An evidence-based approach for integrating skills into education systems

Secondary school offers the most natural and cost-effective way for youth to learn and practice the transferable, socioemotional, and entrepreneurial skills that they will need to thrive in the future, whether they seek employment or create their own businesses. Read how Educate! works with governments to improve youth skills to ensure them better life outcomes.

August 05, 2021 by Donnalee Donaldson, Educate!, Kamanda Kamiri, Educate!, and Meghan Mahoney, Educate!
4 minutes read
A young woman learns to sew in the vocational school of Kiryandongo refugee settlement. Uganda - December 2015. Credit: GPE/Henry Bongyereirwe
A young woman learns to sew in the vocational school of Kiryandongo refugee settlement. Uganda - December 2015.
GPE/Henry Bongyereirwe

With an average age of 19.5, Africa is the world’s youngest continent, and by 2050, it will have the largest workforce in the world. As many as 90% of those youth will be expected to work in the informal sector.
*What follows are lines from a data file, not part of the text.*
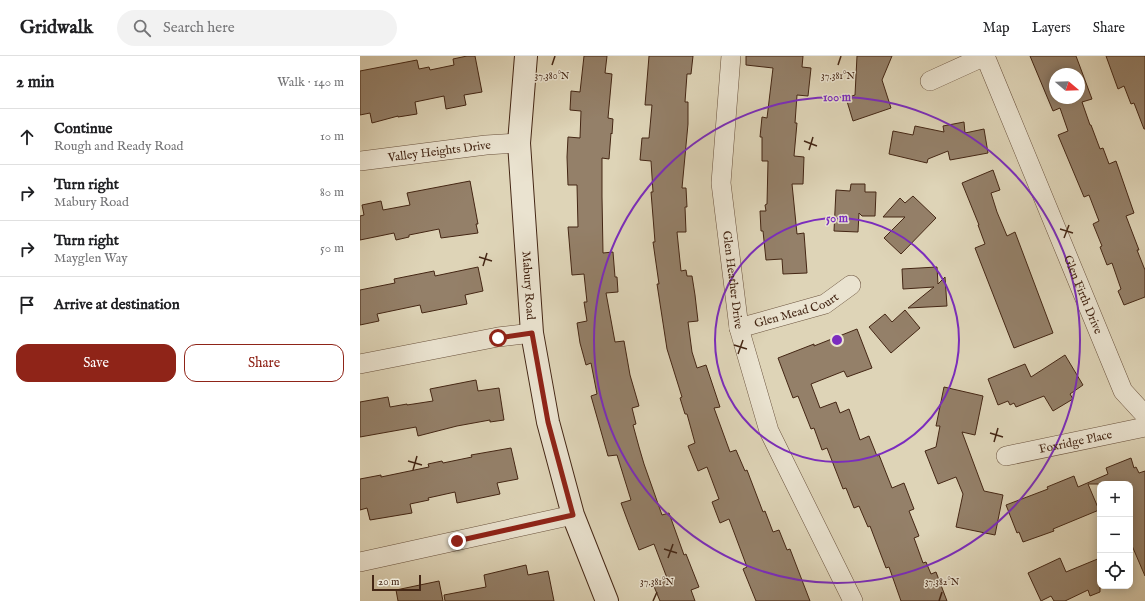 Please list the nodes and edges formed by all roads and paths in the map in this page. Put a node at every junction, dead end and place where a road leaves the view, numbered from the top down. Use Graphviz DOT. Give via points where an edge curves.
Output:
graph roads {
  1 [pos="526,56"];
  2 [pos="731,56"];
  3 [pos="985,56"];
  4 [pos="930,81"];
  5 [pos="519,143"];
  6 [pos="360,161"];
  7 [pos="851,285"];
  8 [pos="739,328"];
  9 [pos="532,333"];
  10 [pos="360,364"];
  11 [pos="1145,415"];
  12 [pos="1145,427"];
  13 [pos="1006,456"];
  14 [pos="573,515"];
  15 [pos="360,562"];
  16 [pos="607,601"];
  17 [pos="853,601"];
  1 -- 5 [label="main road, Mabury Road"];
  2 -- 8 [label="street, Glen Heather Drive" via="721,184"];
  3 -- 4 [label="street, Glen Firth Drive"];
  3 -- 11 [label="street, Glen Firth Drive" via="1123,391"];
  5 -- 6 [label="street, Valley Heights Drive"];
  5 -- 9 [label="main road, Mabury Road"];
  7 -- 8 [label="street, Glen Mead Court" via="825,304"];
  8 -- 17 [label="street, Glen Heather Drive" via="770,431"];
  9 -- 10 [label="street"];
  9 -- 14 [label="main road, Mabury Road" via="548,422"];
  12 -- 13 [label="street, Foxridge Place"];
  14 -- 15 [label="street"];
  14 -- 16 [label="main road, Mabury Road"];
} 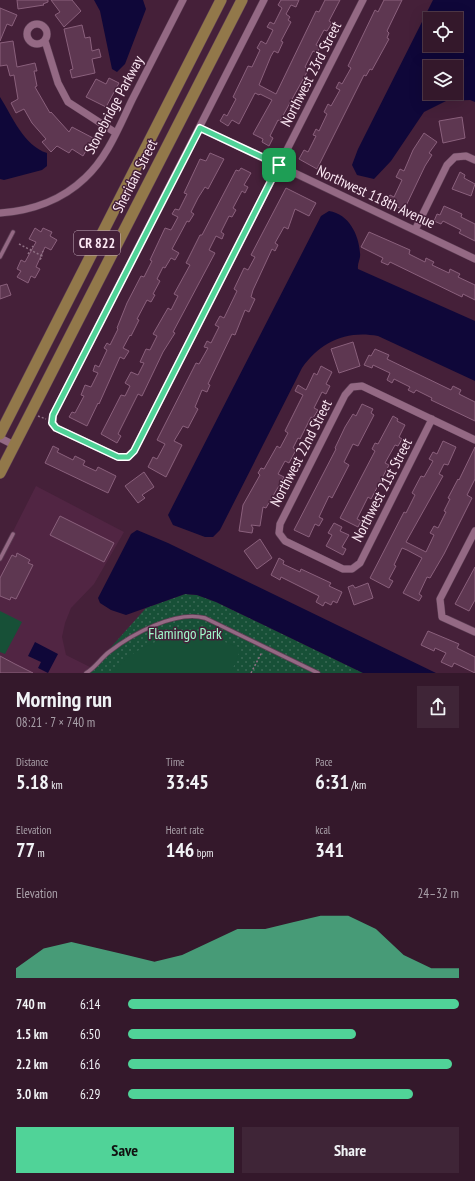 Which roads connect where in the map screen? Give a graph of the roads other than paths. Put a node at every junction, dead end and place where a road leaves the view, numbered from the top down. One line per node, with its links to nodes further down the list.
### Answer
1 (183, 0): 10 (street, Stonebridge Parkway)
2 (221, 0): 7 (main road, Sheridan Street / CR 822)
3 (242, 0): 8 (main road, Sheridan Street / CR 822)
4 (264, 0): 9 (street)
5 (363, 0): 12 (street, Northwest 23rd Street)
6 (45, 41): 10 (street)
7 (165, 111): 8 (main road); 19 (main road, Sheridan Street / CR 822)
8 (181, 120): 22 (main road, Sheridan Street / CR 822)
9 (200, 128): 12 (street, Northwest 118th Avenue); 12 (street, Northwest 23rd Street)
10 (116, 133): 13 (street, Stonebridge Parkway)
11 (475, 160): 14 (street)
12 (279, 165): 14 (street, Northwest 118th Avenue)
13 (0, 213)
14 (415, 230): 17 (street, Northwest 118th Avenue)
15 (13, 232): 16 (lane)
16 (0, 257)
17 (475, 259)
18 (432, 419): 21 (street); 27 (street, Northwest 21st Street); 27 (street, Northwest 22nd Street)
19 (0, 434)
20 (0, 438): 22 (street)
21 (475, 440)
22 (14, 445): 23 (main road, Sheridan Street / CR 822)
23 (0, 473)
24 (475, 531): 28 (street)
25 (13, 534): 26 (lane)
26 (0, 560)
27 (352, 569)
28 (475, 632)
29 (87, 673): 30 (lane)
30 (318, 673)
At Educate!, we believe that secondary school offers the most natural and cost-effective way for youth to learn and practice the transferable, socioemotional, and entrepreneurial skills, such as critical thinking and financial literacy, that they will need to thrive in this reality, whether they seek employment or create their own businesses.

Educate!’s core model, delivered directly to youth in over 850 schools in Uganda, has demonstrated that skills-based experiences in secondary classrooms can measurably impact the lives of young people in the long term.

In 2019, a randomized controlled trial (RCT) of the model quantified this effect, revealing that 3.5 years after graduation, young people show strong and lasting improvements in areas linked to better life outcomes, including transferable skills, educational attainment, gender equity and family planning.

In response to these results, we asked: "Can we partner with governments to recreate this impact through the education system?"

Upon invitation, Educate! partners with governments to improve youth life outcomes. Together, we co-create an experiential, skills-focused model that government schools and teachers deliver to youth, generally by targeting a single academic subject.

We do this work in three stages: (1) policy reform, (2) in-service government teacher training, and (3) the integration of sustainability structures.

The three stages of Education System Solutions
The three stages of Education System Solutions.

This approach was piloted in Rwanda in 2015, when, in partnership with Akazi Kanoze, Educate! provided technical advisory support to the Rwanda Education Board (REB) as it updated the national Entrepreneurship curriculum, a required course for secondary students.

In Stage 1, we worked together to integrate key components that have proven critical for effective skill building into the curriculum, including an active, hands-on “Skills Lab” pedagogy structure, student business clubs, and continuous, skills-based assessments.

To encourage the uptake of this policy change, we followed up with a two-year teacher training and support model during Stage 2.

In Stage 3, we are working with the government to strengthen the sustainability structures and incentives, such as assessment reform, which are necessary for this behavior change to last.

Evaluating the impact of a teacher training model post-policy reform

To contribute to the limited body of evidence about the effectiveness of system-level approaches, we worked with REB, Akazi Kanoze Access, and researchers from the World Bank, Oregon State University and Innovations for Poverty Action to launch an RCT of the pilot of the two-year in-service teacher training model. The study asked:

  1. Did the two-year in-service teacher training affect teacher pedagogy?
  2. Does that pedagogy change translate into a significant impact on youth life outcomes?

The results demonstrated, in our first attempt at a system-level solution, that the two-year training measurably impacts teacher behavior. Teachers who participate in the training are 19% more likely to use active instruction techniques, like debates and role-playing, and are more likely to adopt the student-centered “Skills Lab” lesson structure of Build, Practice, and Present as described in the policy update.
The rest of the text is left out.